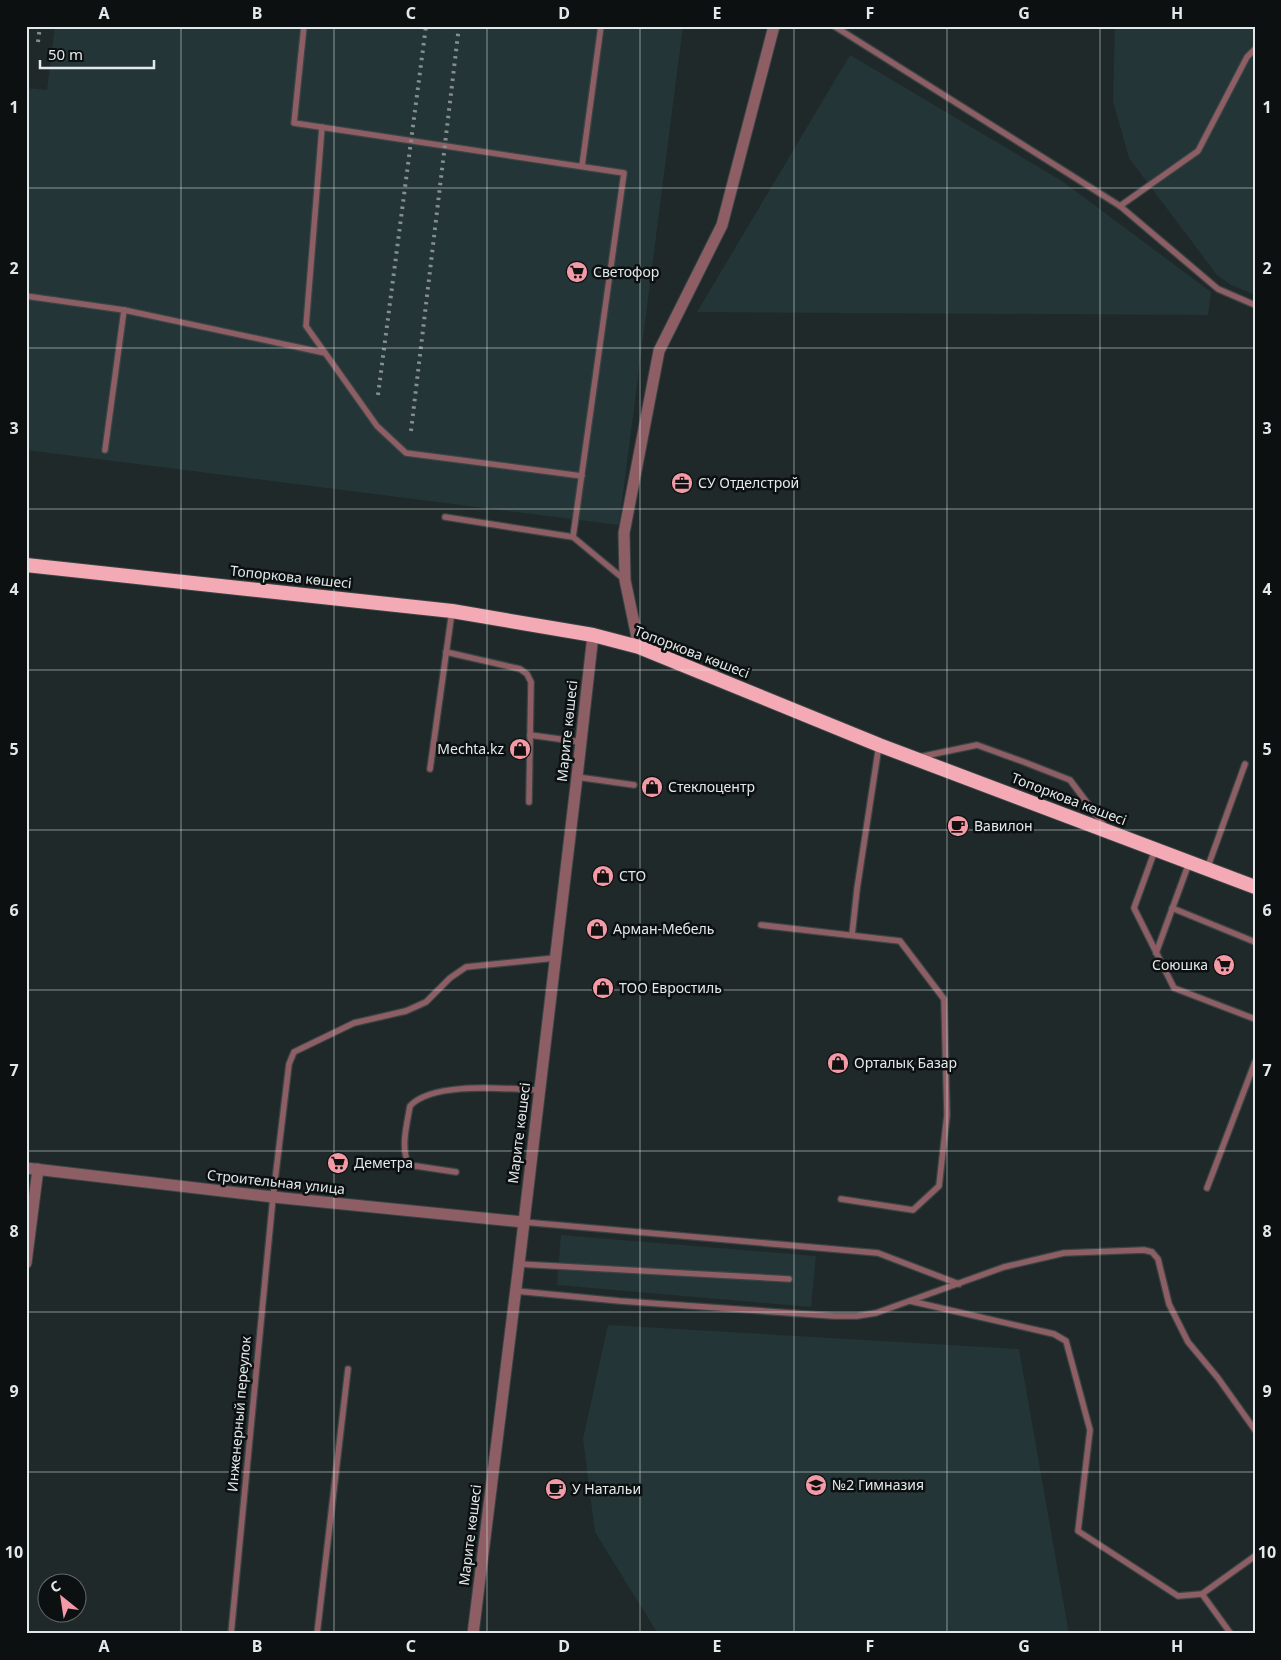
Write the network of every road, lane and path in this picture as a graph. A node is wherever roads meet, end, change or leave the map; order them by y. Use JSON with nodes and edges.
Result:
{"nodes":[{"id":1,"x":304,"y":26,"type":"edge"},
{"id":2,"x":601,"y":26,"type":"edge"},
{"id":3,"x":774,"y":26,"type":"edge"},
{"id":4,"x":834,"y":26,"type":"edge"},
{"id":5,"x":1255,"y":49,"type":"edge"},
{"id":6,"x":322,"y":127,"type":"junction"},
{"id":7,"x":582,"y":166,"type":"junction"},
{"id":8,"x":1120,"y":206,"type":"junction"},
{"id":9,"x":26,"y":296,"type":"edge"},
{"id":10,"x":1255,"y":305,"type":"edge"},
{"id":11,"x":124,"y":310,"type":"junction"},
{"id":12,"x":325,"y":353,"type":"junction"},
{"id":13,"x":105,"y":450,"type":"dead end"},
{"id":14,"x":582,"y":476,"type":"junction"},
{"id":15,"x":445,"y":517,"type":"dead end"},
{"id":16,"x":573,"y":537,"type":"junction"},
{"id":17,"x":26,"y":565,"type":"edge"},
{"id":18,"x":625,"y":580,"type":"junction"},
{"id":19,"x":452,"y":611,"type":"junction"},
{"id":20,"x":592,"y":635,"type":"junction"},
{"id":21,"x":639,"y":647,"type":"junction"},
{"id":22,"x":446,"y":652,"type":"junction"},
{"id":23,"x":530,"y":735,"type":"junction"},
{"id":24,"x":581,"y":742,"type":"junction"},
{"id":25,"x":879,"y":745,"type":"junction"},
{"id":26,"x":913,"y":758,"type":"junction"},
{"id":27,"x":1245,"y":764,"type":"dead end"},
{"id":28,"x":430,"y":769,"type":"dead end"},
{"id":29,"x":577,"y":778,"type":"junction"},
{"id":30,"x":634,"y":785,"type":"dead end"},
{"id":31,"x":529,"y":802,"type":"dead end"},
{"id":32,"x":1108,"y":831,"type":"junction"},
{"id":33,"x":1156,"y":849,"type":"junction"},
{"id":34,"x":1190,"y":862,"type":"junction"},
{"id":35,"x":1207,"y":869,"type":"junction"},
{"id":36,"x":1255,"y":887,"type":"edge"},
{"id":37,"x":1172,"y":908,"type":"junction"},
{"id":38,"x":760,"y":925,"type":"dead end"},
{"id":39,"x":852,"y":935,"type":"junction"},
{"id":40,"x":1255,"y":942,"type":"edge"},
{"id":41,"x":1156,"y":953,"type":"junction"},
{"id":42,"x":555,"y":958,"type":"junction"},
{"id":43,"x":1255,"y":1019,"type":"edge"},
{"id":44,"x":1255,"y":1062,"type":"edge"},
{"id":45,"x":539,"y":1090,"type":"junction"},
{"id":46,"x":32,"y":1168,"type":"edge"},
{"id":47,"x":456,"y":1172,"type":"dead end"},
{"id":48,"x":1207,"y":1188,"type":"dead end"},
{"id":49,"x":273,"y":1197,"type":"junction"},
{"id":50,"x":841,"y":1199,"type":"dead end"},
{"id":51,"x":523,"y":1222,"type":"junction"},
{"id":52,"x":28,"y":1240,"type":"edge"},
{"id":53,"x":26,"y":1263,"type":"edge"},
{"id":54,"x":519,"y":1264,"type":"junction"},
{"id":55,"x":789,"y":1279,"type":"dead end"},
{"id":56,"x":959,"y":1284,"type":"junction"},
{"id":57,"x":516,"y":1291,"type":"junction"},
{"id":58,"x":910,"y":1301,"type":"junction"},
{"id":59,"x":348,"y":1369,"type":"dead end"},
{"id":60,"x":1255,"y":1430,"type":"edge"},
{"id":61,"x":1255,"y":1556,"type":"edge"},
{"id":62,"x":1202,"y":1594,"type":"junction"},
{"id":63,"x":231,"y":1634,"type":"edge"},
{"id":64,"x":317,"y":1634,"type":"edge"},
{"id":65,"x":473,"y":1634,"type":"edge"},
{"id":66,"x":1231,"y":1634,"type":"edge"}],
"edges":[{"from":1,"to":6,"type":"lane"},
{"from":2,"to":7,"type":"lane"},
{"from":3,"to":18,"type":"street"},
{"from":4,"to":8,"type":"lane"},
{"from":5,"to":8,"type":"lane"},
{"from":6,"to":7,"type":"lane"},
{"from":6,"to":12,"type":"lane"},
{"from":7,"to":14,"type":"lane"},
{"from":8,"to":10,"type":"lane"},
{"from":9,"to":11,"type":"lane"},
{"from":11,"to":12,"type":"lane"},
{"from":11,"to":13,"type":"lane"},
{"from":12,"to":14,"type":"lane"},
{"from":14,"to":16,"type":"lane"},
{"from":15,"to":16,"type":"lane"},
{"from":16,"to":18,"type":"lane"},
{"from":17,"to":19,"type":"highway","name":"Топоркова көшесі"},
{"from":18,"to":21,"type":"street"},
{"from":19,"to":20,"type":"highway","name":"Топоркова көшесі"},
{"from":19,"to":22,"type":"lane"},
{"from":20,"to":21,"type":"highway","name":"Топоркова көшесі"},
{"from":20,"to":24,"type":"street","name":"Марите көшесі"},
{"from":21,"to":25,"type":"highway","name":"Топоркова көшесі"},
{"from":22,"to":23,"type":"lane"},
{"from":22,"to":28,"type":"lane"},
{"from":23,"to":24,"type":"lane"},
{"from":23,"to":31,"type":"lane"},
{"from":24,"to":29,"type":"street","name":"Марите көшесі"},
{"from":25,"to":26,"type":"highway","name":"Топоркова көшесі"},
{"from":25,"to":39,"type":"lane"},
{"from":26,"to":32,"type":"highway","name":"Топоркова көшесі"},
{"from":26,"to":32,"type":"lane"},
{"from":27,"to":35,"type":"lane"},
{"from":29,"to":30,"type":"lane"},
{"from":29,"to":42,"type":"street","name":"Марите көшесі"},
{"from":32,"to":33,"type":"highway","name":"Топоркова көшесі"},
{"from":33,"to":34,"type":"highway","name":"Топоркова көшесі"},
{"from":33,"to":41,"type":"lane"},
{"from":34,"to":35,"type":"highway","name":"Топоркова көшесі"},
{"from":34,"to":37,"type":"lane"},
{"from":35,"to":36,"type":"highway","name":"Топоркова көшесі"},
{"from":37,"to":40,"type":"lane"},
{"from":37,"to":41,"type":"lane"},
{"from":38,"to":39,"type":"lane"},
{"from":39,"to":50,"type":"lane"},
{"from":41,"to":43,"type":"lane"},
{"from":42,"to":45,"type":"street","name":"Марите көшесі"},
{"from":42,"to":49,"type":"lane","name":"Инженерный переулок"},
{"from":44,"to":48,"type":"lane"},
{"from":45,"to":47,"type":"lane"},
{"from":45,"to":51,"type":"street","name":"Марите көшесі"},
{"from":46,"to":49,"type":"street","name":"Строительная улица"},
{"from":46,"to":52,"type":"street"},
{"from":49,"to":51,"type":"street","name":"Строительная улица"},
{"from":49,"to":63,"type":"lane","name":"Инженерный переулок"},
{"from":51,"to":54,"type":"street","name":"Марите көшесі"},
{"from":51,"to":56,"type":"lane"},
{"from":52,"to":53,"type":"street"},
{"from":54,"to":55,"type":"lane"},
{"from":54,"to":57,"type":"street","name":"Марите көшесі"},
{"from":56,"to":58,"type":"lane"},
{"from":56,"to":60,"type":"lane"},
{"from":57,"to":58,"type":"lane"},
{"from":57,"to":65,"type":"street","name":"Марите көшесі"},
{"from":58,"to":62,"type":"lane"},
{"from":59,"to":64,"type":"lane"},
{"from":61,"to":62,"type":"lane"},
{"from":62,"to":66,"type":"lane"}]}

#### HOW TO COMPLETE THIS TASK
Without including any picture, set down the listing above exactly as it appears.

#### YOUR SOLUTION
Write the network of every road, lane and path in this picture as a graph. A node is wherever roads meet, end, change or leave the map; order them by y. Use JSON with nodes and edges.
Result:
{"nodes":[{"id":1,"x":304,"y":26,"type":"edge"},
{"id":2,"x":601,"y":26,"type":"edge"},
{"id":3,"x":774,"y":26,"type":"edge"},
{"id":4,"x":834,"y":26,"type":"edge"},
{"id":5,"x":1255,"y":49,"type":"edge"},
{"id":6,"x":322,"y":127,"type":"junction"},
{"id":7,"x":582,"y":166,"type":"junction"},
{"id":8,"x":1120,"y":206,"type":"junction"},
{"id":9,"x":26,"y":296,"type":"edge"},
{"id":10,"x":1255,"y":305,"type":"edge"},
{"id":11,"x":124,"y":310,"type":"junction"},
{"id":12,"x":325,"y":353,"type":"junction"},
{"id":13,"x":105,"y":450,"type":"dead end"},
{"id":14,"x":582,"y":476,"type":"junction"},
{"id":15,"x":445,"y":517,"type":"dead end"},
{"id":16,"x":573,"y":537,"type":"junction"},
{"id":17,"x":26,"y":565,"type":"edge"},
{"id":18,"x":625,"y":580,"type":"junction"},
{"id":19,"x":452,"y":611,"type":"junction"},
{"id":20,"x":592,"y":635,"type":"junction"},
{"id":21,"x":639,"y":647,"type":"junction"},
{"id":22,"x":446,"y":652,"type":"junction"},
{"id":23,"x":530,"y":735,"type":"junction"},
{"id":24,"x":581,"y":742,"type":"junction"},
{"id":25,"x":879,"y":745,"type":"junction"},
{"id":26,"x":913,"y":758,"type":"junction"},
{"id":27,"x":1245,"y":764,"type":"dead end"},
{"id":28,"x":430,"y":769,"type":"dead end"},
{"id":29,"x":577,"y":778,"type":"junction"},
{"id":30,"x":634,"y":785,"type":"dead end"},
{"id":31,"x":529,"y":802,"type":"dead end"},
{"id":32,"x":1108,"y":831,"type":"junction"},
{"id":33,"x":1156,"y":849,"type":"junction"},
{"id":34,"x":1190,"y":862,"type":"junction"},
{"id":35,"x":1207,"y":869,"type":"junction"},
{"id":36,"x":1255,"y":887,"type":"edge"},
{"id":37,"x":1172,"y":908,"type":"junction"},
{"id":38,"x":760,"y":925,"type":"dead end"},
{"id":39,"x":852,"y":935,"type":"junction"},
{"id":40,"x":1255,"y":942,"type":"edge"},
{"id":41,"x":1156,"y":953,"type":"junction"},
{"id":42,"x":555,"y":958,"type":"junction"},
{"id":43,"x":1255,"y":1019,"type":"edge"},
{"id":44,"x":1255,"y":1062,"type":"edge"},
{"id":45,"x":539,"y":1090,"type":"junction"},
{"id":46,"x":32,"y":1168,"type":"edge"},
{"id":47,"x":456,"y":1172,"type":"dead end"},
{"id":48,"x":1207,"y":1188,"type":"dead end"},
{"id":49,"x":273,"y":1197,"type":"junction"},
{"id":50,"x":841,"y":1199,"type":"dead end"},
{"id":51,"x":523,"y":1222,"type":"junction"},
{"id":52,"x":28,"y":1240,"type":"edge"},
{"id":53,"x":26,"y":1263,"type":"edge"},
{"id":54,"x":519,"y":1264,"type":"junction"},
{"id":55,"x":789,"y":1279,"type":"dead end"},
{"id":56,"x":959,"y":1284,"type":"junction"},
{"id":57,"x":516,"y":1291,"type":"junction"},
{"id":58,"x":910,"y":1301,"type":"junction"},
{"id":59,"x":348,"y":1369,"type":"dead end"},
{"id":60,"x":1255,"y":1430,"type":"edge"},
{"id":61,"x":1255,"y":1556,"type":"edge"},
{"id":62,"x":1202,"y":1594,"type":"junction"},
{"id":63,"x":231,"y":1634,"type":"edge"},
{"id":64,"x":317,"y":1634,"type":"edge"},
{"id":65,"x":473,"y":1634,"type":"edge"},
{"id":66,"x":1231,"y":1634,"type":"edge"}],
"edges":[{"from":1,"to":6,"type":"lane"},
{"from":2,"to":7,"type":"lane"},
{"from":3,"to":18,"type":"street"},
{"from":4,"to":8,"type":"lane"},
{"from":5,"to":8,"type":"lane"},
{"from":6,"to":7,"type":"lane"},
{"from":6,"to":12,"type":"lane"},
{"from":7,"to":14,"type":"lane"},
{"from":8,"to":10,"type":"lane"},
{"from":9,"to":11,"type":"lane"},
{"from":11,"to":12,"type":"lane"},
{"from":11,"to":13,"type":"lane"},
{"from":12,"to":14,"type":"lane"},
{"from":14,"to":16,"type":"lane"},
{"from":15,"to":16,"type":"lane"},
{"from":16,"to":18,"type":"lane"},
{"from":17,"to":19,"type":"highway","name":"Топоркова көшесі"},
{"from":18,"to":21,"type":"street"},
{"from":19,"to":20,"type":"highway","name":"Топоркова көшесі"},
{"from":19,"to":22,"type":"lane"},
{"from":20,"to":21,"type":"highway","name":"Топоркова көшесі"},
{"from":20,"to":24,"type":"street","name":"Марите көшесі"},
{"from":21,"to":25,"type":"highway","name":"Топоркова көшесі"},
{"from":22,"to":23,"type":"lane"},
{"from":22,"to":28,"type":"lane"},
{"from":23,"to":24,"type":"lane"},
{"from":23,"to":31,"type":"lane"},
{"from":24,"to":29,"type":"street","name":"Марите көшесі"},
{"from":25,"to":26,"type":"highway","name":"Топоркова көшесі"},
{"from":25,"to":39,"type":"lane"},
{"from":26,"to":32,"type":"highway","name":"Топоркова көшесі"},
{"from":26,"to":32,"type":"lane"},
{"from":27,"to":35,"type":"lane"},
{"from":29,"to":30,"type":"lane"},
{"from":29,"to":42,"type":"street","name":"Марите көшесі"},
{"from":32,"to":33,"type":"highway","name":"Топоркова көшесі"},
{"from":33,"to":34,"type":"highway","name":"Топоркова көшесі"},
{"from":33,"to":41,"type":"lane"},
{"from":34,"to":35,"type":"highway","name":"Топоркова көшесі"},
{"from":34,"to":37,"type":"lane"},
{"from":35,"to":36,"type":"highway","name":"Топоркова көшесі"},
{"from":37,"to":40,"type":"lane"},
{"from":37,"to":41,"type":"lane"},
{"from":38,"to":39,"type":"lane"},
{"from":39,"to":50,"type":"lane"},
{"from":41,"to":43,"type":"lane"},
{"from":42,"to":45,"type":"street","name":"Марите көшесі"},
{"from":42,"to":49,"type":"lane","name":"Инженерный переулок"},
{"from":44,"to":48,"type":"lane"},
{"from":45,"to":47,"type":"lane"},
{"from":45,"to":51,"type":"street","name":"Марите көшесі"},
{"from":46,"to":49,"type":"street","name":"Строительная улица"},
{"from":46,"to":52,"type":"street"},
{"from":49,"to":51,"type":"street","name":"Строительная улица"},
{"from":49,"to":63,"type":"lane","name":"Инженерный переулок"},
{"from":51,"to":54,"type":"street","name":"Марите көшесі"},
{"from":51,"to":56,"type":"lane"},
{"from":52,"to":53,"type":"street"},
{"from":54,"to":55,"type":"lane"},
{"from":54,"to":57,"type":"street","name":"Марите көшесі"},
{"from":56,"to":58,"type":"lane"},
{"from":56,"to":60,"type":"lane"},
{"from":57,"to":58,"type":"lane"},
{"from":57,"to":65,"type":"street","name":"Марите көшесі"},
{"from":58,"to":62,"type":"lane"},
{"from":59,"to":64,"type":"lane"},
{"from":61,"to":62,"type":"lane"},
{"from":62,"to":66,"type":"lane"}]}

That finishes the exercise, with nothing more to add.